Why are French people so unhappy?
Why are French people relatively unhappy, despite their high standard of living? That is the question discussed by Gaël Brulé in his PhD dissertation, which he will defend at Erasmus University of Rotterdam on Thursday, 11 February 2016. Brulé’s study shows that the low French happiness rates are due to the top-down hierarchy that characterises French society. This hierarchy can be observed in the top-down one-way lane that is the French education system, as well as in the ‘power distance’ that affects professional relations in French workplaces.
For his dissertation, entitled Geography of Happiness, Gaël Brulé compared happiness rates in many countries, focusing mainly on France.
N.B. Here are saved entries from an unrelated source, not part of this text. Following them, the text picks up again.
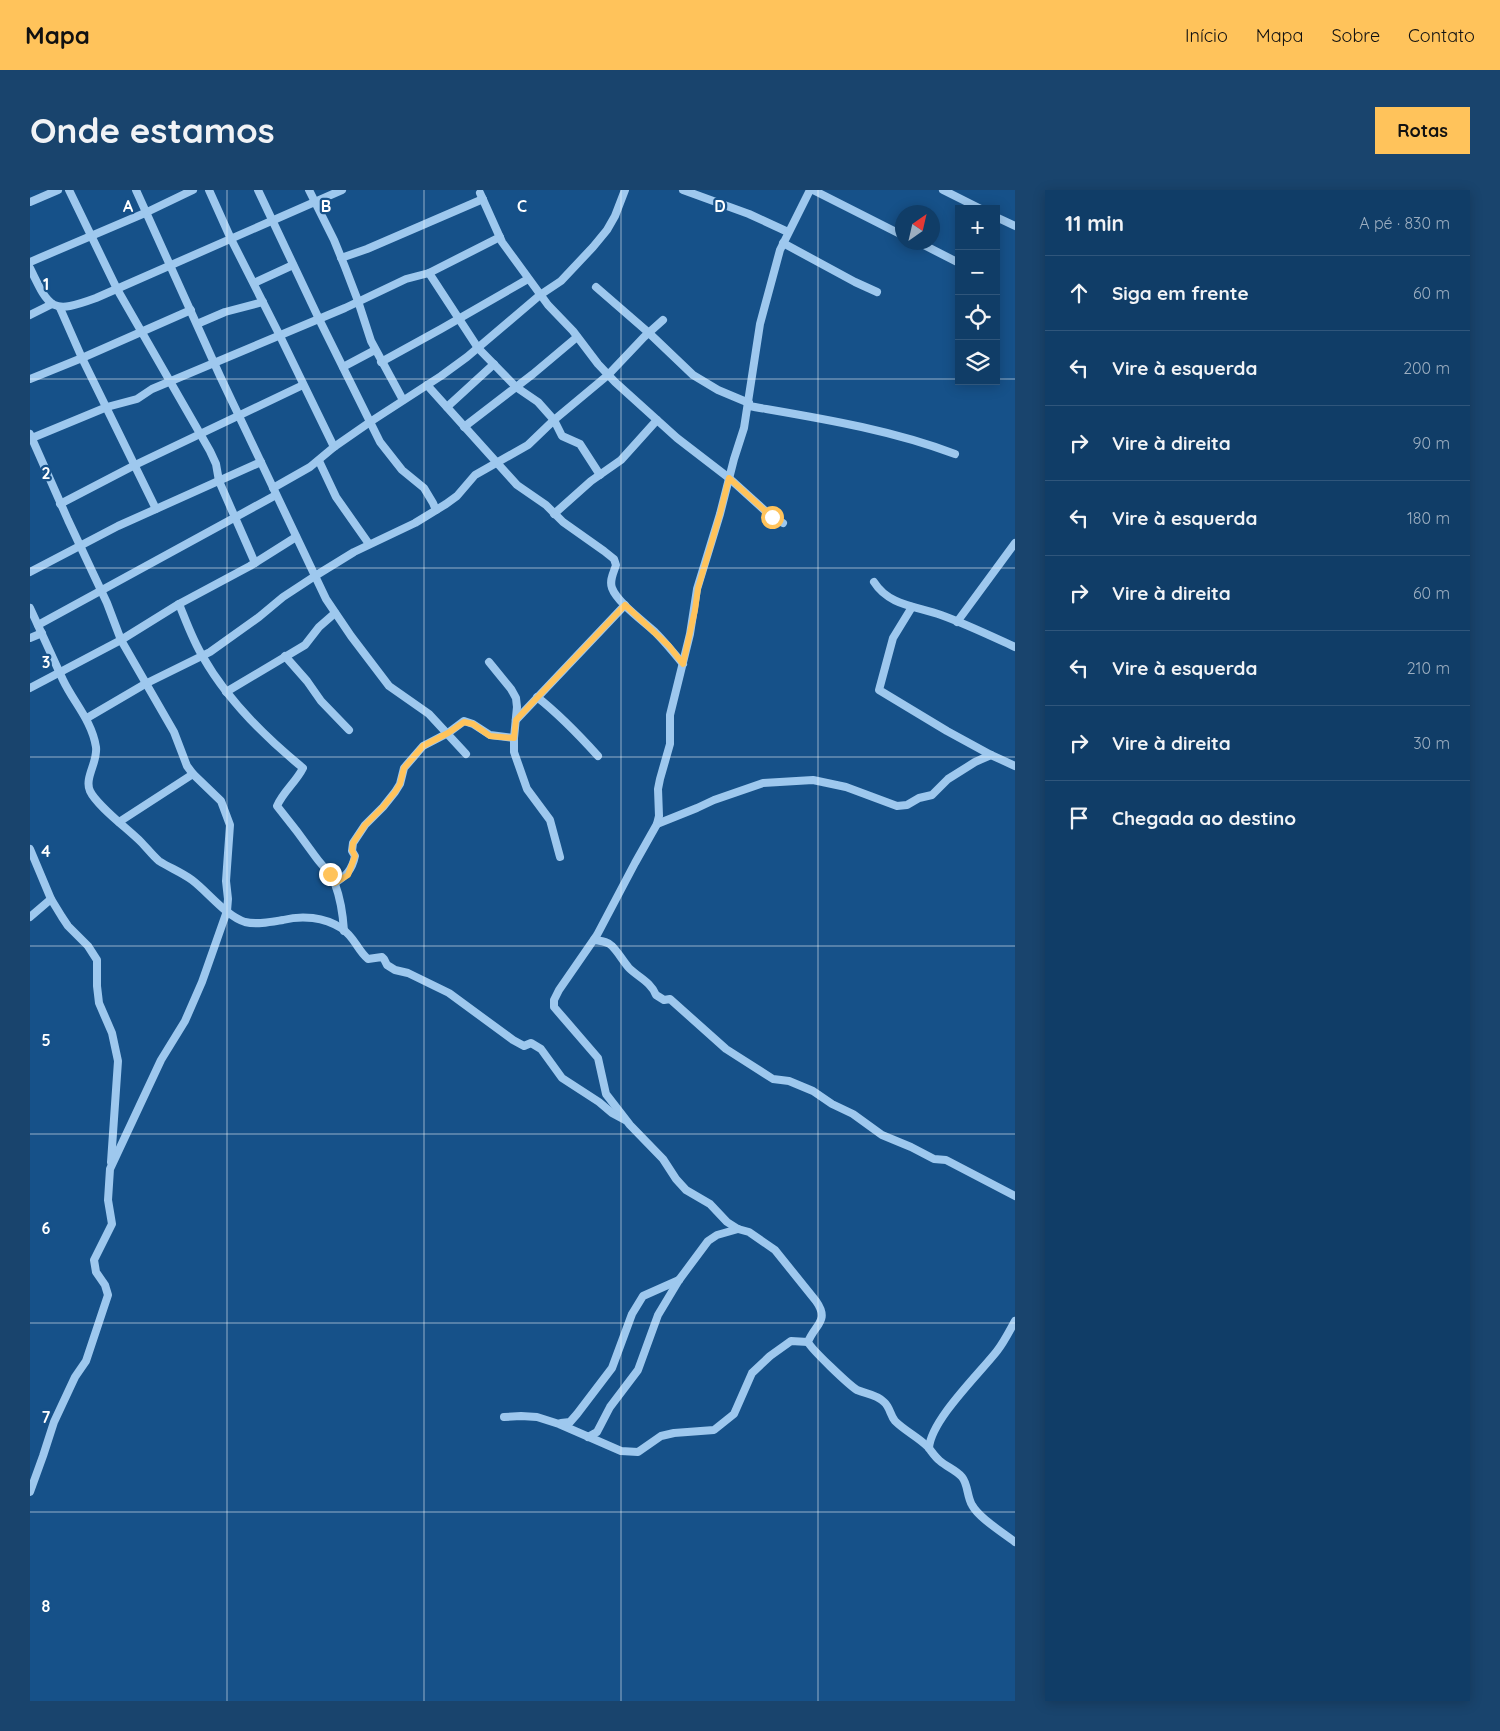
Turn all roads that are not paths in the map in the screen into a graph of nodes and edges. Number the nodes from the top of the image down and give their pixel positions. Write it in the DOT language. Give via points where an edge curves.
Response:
graph roads {
  1 [pos="58,190"];
  2 [pos="69,190"];
  3 [pos="136,190"];
  4 [pos="193,190"];
  5 [pos="208,190"];
  6 [pos="258,190"];
  7 [pos="309,190"];
  8 [pos="342,190"];
  9 [pos="625,190"];
  10 [pos="684,190"];
  11 [pos="812,190"];
  12 [pos="943,190"];
  13 [pos="482,193"];
  14 [pos="30,202"];
  15 [pos="315,202"];
  16 [pos="973,205"];
  17 [pos="145,212"];
  18 [pos="1000,219"];
  19 [pos="273,221"];
  20 [pos="1015,226"];
  21 [pos="788,232"];
  22 [pos="895,232"];
  23 [pos="92,235"];
  24 [pos="500,237"];
  25 [pos="231,239"];
  26 [pos="783,243"];
  27 [pos="934,250"];
  28 [pos="341,258"];
  29 [pos="955,261"];
  30 [pos="30,262"];
  31 [pos="293,265"];
  32 [pos="169,266"];
  33 [pos="30,268"];
  34 [pos="429,273"];
  35 [pos="528,278"];
  36 [pos="254,283"];
  37 [pos="596,287"];
  38 [pos="117,289"];
  39 [pos="877,292"];
  40 [pos="540,295"];
  41 [pos="358,301"];
  42 [pos="263,302"];
  43 [pos="52,304"];
  44 [pos="60,308"];
  45 [pos="191,310"];
  46 [pos="30,315"];
  47 [pos="319,319"];
  48 [pos="458,319"];
  49 [pos="662,320"];
  50 [pos="197,324"];
  51 [pos="140,332"];
  52 [pos="649,333"];
  53 [pos="280,336"];
  54 [pos="577,337"];
  55 [pos="478,348"];
  56 [pos="375,350"];
  57 [pos="82,358"];
  58 [pos="381,362"];
  59 [pos="215,363"];
  60 [pos="494,364"];
  61 [pos="343,368"];
  62 [pos="608,375"];
  63 [pos="30,378"];
  64 [pos="170,382"];
  65 [pos="303,385"];
  66 [pos="427,385"];
  67 [pos="516,387"];
  68 [pos="403,400"];
  69 [pos="749,404"];
  70 [pos="107,407"];
  71 [pos="447,407"];
  72 [pos="239,416"];
  73 [pos="554,420"];
  74 [pos="657,420"];
  75 [pos="370,422"];
  76 [pos="464,427"];
  77 [pos="200,435"];
  78 [pos="31,436"];
  79 [pos="334,447"];
  80 [pos="955,454"];
  81 [pos="39,455"];
  82 [pos="30,460"];
  83 [pos="319,461"];
  84 [pos="261,462"];
  85 [pos="497,463"];
  86 [pos="135,465"];
  87 [pos="600,475"];
  88 [pos="729,478"];
  89 [pos="219,481"];
  90 [pos="275,492"];
  91 [pos="60,504"];
  92 [pos="156,509"];
  93 [pos="436,510"];
  94 [pos="554,514"];
  95 [pos="234,518"];
  96 [pos="783,522"];
  97 [pos="296,537"];
  98 [pos="1015,542"];
  99 [pos="369,544"];
  100 [pos="80,546"];
  101 [pos="255,563"];
  102 [pos="30,572"];
  103 [pos="315,576"];
  104 [pos="874,582"];
  105 [pos="102,592"];
  106 [pos="179,604"];
  107 [pos="625,605"];
  108 [pos="912,607"];
  109 [pos="30,608"];
  110 [pos="335,613"];
  111 [pos="957,622"];
  112 [pos="38,625"];
  113 [pos="42,633"];
  114 [pos="30,638"];
  115 [pos="121,640"];
  116 [pos="1015,648"];
  117 [pos="202,656"];
  118 [pos="285,656"];
  119 [pos="489,662"];
  120 [pos="683,664"];
  121 [pos="60,673"];
  122 [pos="145,684"];
  123 [pos="30,688"];
  124 [pos="226,692"];
  125 [pos="537,698"];
  126 [pos="87,718"];
  127 [pos="516,720"];
  128 [pos="349,730"];
  129 [pos="448,733"];
  130 [pos="514,738"];
  131 [pos="466,754"];
  132 [pos="598,756"];
  133 [pos="991,756"];
  134 [pos="1015,766"];
  135 [pos="193,774"];
  136 [pos="119,822"];
  137 [pos="657,824"];
  138 [pos="30,849"];
  139 [pos="560,857"];
  140 [pos="335,883"];
  141 [pos="51,899"];
  142 [pos="227,911"];
  143 [pos="30,917"];
  144 [pos="344,931"];
  145 [pos="594,940"];
  146 [pos="626,1121"];
  147 [pos="110,1169"];
  148 [pos="1015,1196"];
  149 [pos="738,1229"];
  150 [pos="679,1280"];
  151 [pos="1015,1321"];
  152 [pos="808,1342"];
  153 [pos="504,1417"];
  154 [pos="559,1424"];
  155 [pos="588,1437"];
  156 [pos="928,1448"];
  157 [pos="30,1492"];
  158 [pos="1015,1542"];
  1 -- 14 [label="street"];
  2 -- 23 [label="street"];
  3 -- 17 [label="street"];
  4 -- 17 [label="street"];
  5 -- 25 [label="street"];
  6 -- 19 [label="street"];
  7 -- 15 [label="street"];
  8 -- 15 [label="street"];
  9 -- 40 [label="street" via="615,216 593,248 561,280"];
  10 -- 21 [label="street"];
  11 -- 21 [label="street"];
  11 -- 22 [label="street"];
  12 -- 16 [label="street"];
  13 -- 24 [label="street"];
  13 -- 28 [label="street" via="367,249"];
  15 -- 19 [label="street"];
  15 -- 28 [label="street"];
  17 -- 23 [label="street"];
  17 -- 32 [label="street"];
  18 -- 20 [label="street"];
  19 -- 25 [label="street"];
  19 -- 31 [label="street"];
  21 -- 26 [label="street"];
  23 -- 30 [label="street"];
  23 -- 38 [label="street"];
  24 -- 34 [label="street"];
  24 -- 35 [label="street"];
  25 -- 32 [label="street"];
  25 -- 36 [label="street"];
  26 -- 39 [label="street"];
  26 -- 69 [label="street" via="760,324"];
  27 -- 29 [label="street"];
  28 -- 41 [label="street"];
  31 -- 36 [label="street"];
  31 -- 47 [label="street"];
  32 -- 38 [label="street"];
  32 -- 45 [label="street"];
  33 -- 43 [label="street" via="44,296"];
  34 -- 41 [label="street" via="406,279"];
  34 -- 48 [label="street"];
  35 -- 40 [label="street"];
  35 -- 48 [label="street"];
  36 -- 42 [label="street"];
  37 -- 52 [label="street"];
  38 -- 44 [label="street" via="77,305"];
  38 -- 51 [label="street"];
  40 -- 54 [label="street"];
  40 -- 55 [label="street"];
  41 -- 47 [label="street"];
  41 -- 56 [label="street"];
  42 -- 50 [label="street" via="225,312"];
  42 -- 53 [label="street"];
  43 -- 44 [label="street"];
  43 -- 46 [label="street"];
  44 -- 57 [label="street"];
  45 -- 50 [label="street"];
  45 -- 51 [label="street"];
  47 -- 53 [label="street"];
  47 -- 61 [label="street"];
  48 -- 55 [label="street"];
  48 -- 58 [label="street"];
  49 -- 52 [label="street"];
  50 -- 59 [label="street"];
  51 -- 57 [label="street"];
  51 -- 64 [label="street"];
  52 -- 62 [label="street"];
  52 -- 69 [label="street" via="693,375"];
  53 -- 59 [label="street"];
  53 -- 65 [label="street"];
  54 -- 62 [label="street"];
  54 -- 67 [label="street"];
  55 -- 60 [label="street"];
  55 -- 66 [label="street"];
  56 -- 58 [label="street"];
  56 -- 61 [label="street"];
  57 -- 63 [label="street"];
  57 -- 70 [label="street"];
  58 -- 68 [label="street"];
  59 -- 64 [label="street"];
  59 -- 72 [label="street"];
  60 -- 67 [label="street"];
  60 -- 71 [label="street"];
  61 -- 75 [label="street"];
  62 -- 73 [label="street"];
  62 -- 74 [label="street"];
  64 -- 70 [label="street" via="137,399"];
  64 -- 77 [label="street"];
  65 -- 72 [label="street"];
  65 -- 79 [label="street"];
  66 -- 68 [label="street"];
  66 -- 71 [label="street"];
  67 -- 73 [label="street" via="538,402"];
  67 -- 76 [label="street"];
  68 -- 75 [label="street"];
  69 -- 80 [label="street" via="901,436"];
  69 -- 88 [label="street"];
  70 -- 78 [label="street"];
  70 -- 86 [label="street"];
  71 -- 76 [label="street"];
  72 -- 77 [label="street"];
  72 -- 84 [label="street"];
  73 -- 85 [label="street" via="528,445"];
  73 -- 87 [label="street" via="562,436 580,444"];
  74 -- 87 [label="street" via="621,460"];
  74 -- 88 [label="street"];
  75 -- 79 [label="street"];
  75 -- 93 [label="street" via="394,461 424,488"];
  76 -- 85 [label="street"];
  77 -- 86 [label="street"];
  77 -- 89 [label="street" via="216,464"];
  78 -- 81 [label="street"];
  79 -- 83 [label="street"];
  81 -- 82 [label="street"];
  81 -- 91 [label="street"];
  83 -- 90 [label="street"];
  83 -- 99 [label="street" via="336,497"];
  84 -- 89 [label="street"];
  84 -- 90 [label="street"];
  85 -- 93 [label="street" via="476,475 457,496"];
  85 -- 94 [label="street" via="517,485"];
  86 -- 91 [label="street"];
  86 -- 92 [label="street"];
  87 -- 94 [label="street"];
  88 -- 96 [label="street" via="772,517"];
  88 -- 120 [label="street" via="698,588"];
  89 -- 92 [label="street"];
  89 -- 95 [label="street"];
  90 -- 95 [label="street"];
  90 -- 97 [label="street"];
  91 -- 100 [label="street"];
  92 -- 100 [label="street"];
  93 -- 99 [label="street"];
  94 -- 107 [label="street" via="614,559 612,588"];
  95 -- 101 [label="street"];
  95 -- 105 [label="street"];
  97 -- 101 [label="street"];
  97 -- 103 [label="street"];
  98 -- 111 [label="street"];
  99 -- 103 [label="street"];
  100 -- 102 [label="street"];
  100 -- 105 [label="street"];
  101 -- 106 [label="street"];
  103 -- 110 [label="street"];
  103 -- 117 [label="street"];
  104 -- 108 [label="street" via="888,598"];
  105 -- 112 [label="street"];
  105 -- 115 [label="street"];
  106 -- 115 [label="street"];
  106 -- 117 [label="street"];
  107 -- 120 [label="street" via="669,646"];
  107 -- 125 [label="street"];
  108 -- 111 [label="street"];
  108 -- 133 [label="street" via="893,638 879,690"];
  109 -- 112 [label="street"];
  110 -- 118 [label="street" via="306,645"];
  110 -- 129 [label="street" via="389,686 430,714"];
  111 -- 116 [label="street"];
  112 -- 113 [label="street"];
  113 -- 114 [label="street"];
  113 -- 121 [label="street"];
  115 -- 121 [label="street"];
  115 -- 122 [label="street"];
  117 -- 122 [label="street"];
  117 -- 124 [label="street"];
  118 -- 124 [label="street"];
  118 -- 128 [label="street"];
  119 -- 127 [label="street" via="516,698"];
  120 -- 137 [label="street" via="670,715 670,744 658,789"];
  121 -- 123 [label="street"];
  121 -- 126 [label="street"];
  122 -- 126 [label="street"];
  122 -- 135 [label="street" via="174,732"];
  124 -- 140 [label="street" via="275,745 303,768 277,806"];
  125 -- 127 [label="street"];
  125 -- 132 [label="street" via="566,722"];
  126 -- 136 [label="street" via="96,748 96,760 88,783 90,791"];
  127 -- 130 [label="street"];
  129 -- 130 [label="street" via="458,724 468,722 490,736"];
  129 -- 131 [label="street"];
  129 -- 140 [label="street" via="423,746 404,768 395,792 353,843 355,856 348,875"];
  130 -- 139 [label="street" via="514,752 522,778 550,820"];
  133 -- 134 [label="street"];
  133 -- 137 [label="street" via="948,779 932,795 907,805 898,806 846,786 813,780 763,783"];
  135 -- 136 [label="street"];
  135 -- 142 [label="street" via="221,801 230,825"];
  136 -- 142 [label="street" via="154,856 194,881"];
  137 -- 145 [label="street"];
  138 -- 141 [label="street"];
  140 -- 144 [label="street"];
  141 -- 143 [label="street"];
  141 -- 147 [label="street" via="68,926 97,960 99,1003 112,1033 118,1061"];
  142 -- 144 [label="street" via="245,922 312,917"];
  142 -- 147 [label="street" via="185,1021 154,1073"];
  144 -- 146 [label="street" via="368,959 382,957 395,970 449,993 513,1040 524,1046 531,1043 541,1049 562,1078"];
  145 -- 146 [label="street" via="559,990 554,1007 598,1058 606,1094"];
  145 -- 148 [label="street" via="612,946 631,970 654,988 656,995 664,1000 670,999 726,1049 774,1080 788,1081 813,1091 882,1135 934,1159 946,1160"];
  146 -- 149 [label="street" via="663,1159 686,1190 710,1204"];
  147 -- 157 [label="street" via="108,1200 112,1224 94,1260 96,1272 108,1294 86,1361 54,1422"];
  149 -- 150 [label="street" via="708,1241"];
  149 -- 152 [label="street" via="749,1232 776,1250 822,1309 821,1320"];
  150 -- 154 [label="street" via="643,1296 632,1314 612,1368 578,1414 570,1422"];
  150 -- 155 [label="street" via="658,1315 638,1370 610,1407 597,1432"];
  151 -- 156 [label="street" via="996,1352 933,1430"];
  152 -- 155 [label="street" via="791,1341 770,1356 752,1373 734,1414 714,1430 660,1436 638,1452 621,1452"];
  152 -- 156 [label="street" via="810,1348 839,1376 856,1389 885,1402 895,1421"];
  153 -- 154 [label="street" via="537,1417"];
  154 -- 155 [label="street"];
  156 -- 158 [label="street" via="940,1462 963,1478 972,1506"];
}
In defining ‘happiness’, Brulé distinguishes two components: the extent to which people generally feel well (affective happiness) and the extent to which people feel they have realised their goals (cognitive happiness).
His research into patterns of happiness across the globe shows that developed nations rate highly in both components, whereas Islamic countries rate poorly in both components. Other geographic clusters rate more highly in one component than in the other. For instance, Latin Americans tend to report as generally feeling well, but only report medium contentment in terms of cognitive happiness.
In the second part of his dissertation, Brulé discusses the relatively low happiness rates in his country of origin, France. French people report being relatively less happy than one might expect, given their high standard of living. Brulé shows that this is largely due to their lack of freedom. French people report that they feel considerably less free than people in other developed nations. They receive particularly low scores in terms of psychological freedom, i.e., self-confidence and perceived control of their fate.
Brulé has identified the hierarchical nature of French society as the main limiting factor to happiness. This hierarchical approach is instilled in French citizens by the French education system, which is generally top-down. This curbing of French people’s psychological freedom appears to negatively affect their rate of happiness. On the other hand, participatory teaching, which is common in Scandinavia, seems strongly related to their adults’ powerful sense of happiness. It fosters psychological freedom in the long term, helps prepare future adults to make choices and helps them develop a sense of being in charge of their own fate.
Another contributing factor is the relatively significant ‘power distance’ in French workplaces. Homo hierarchicus is less happy than homo aequalis, and the former type is still dominant in France, says Brulé.
According to Brulé, the French example corresponds to a wider Southern European pattern, with countries like Spain and Italy being almost as hierarchical as France.
About the PhD candidate
Gaël Brulé studied environmental engineering at the Institut National des Sciences Appliquées in Rouen and at the KTH Royal Institute of Technology in Stockholm. Since that time he has been active in the field of sustainable development, among other places at Delft University of Technology. He was the co-founder of an architecture firm which seeks to achieve sustainable development and well-being. In addition, he is the scientific director of La Fabrique Spinoza, a Paris-based think tank promoting happiness for citizens. He is a visiting fellow at the Erasmus Happiness Economics Research Organization (eHERO).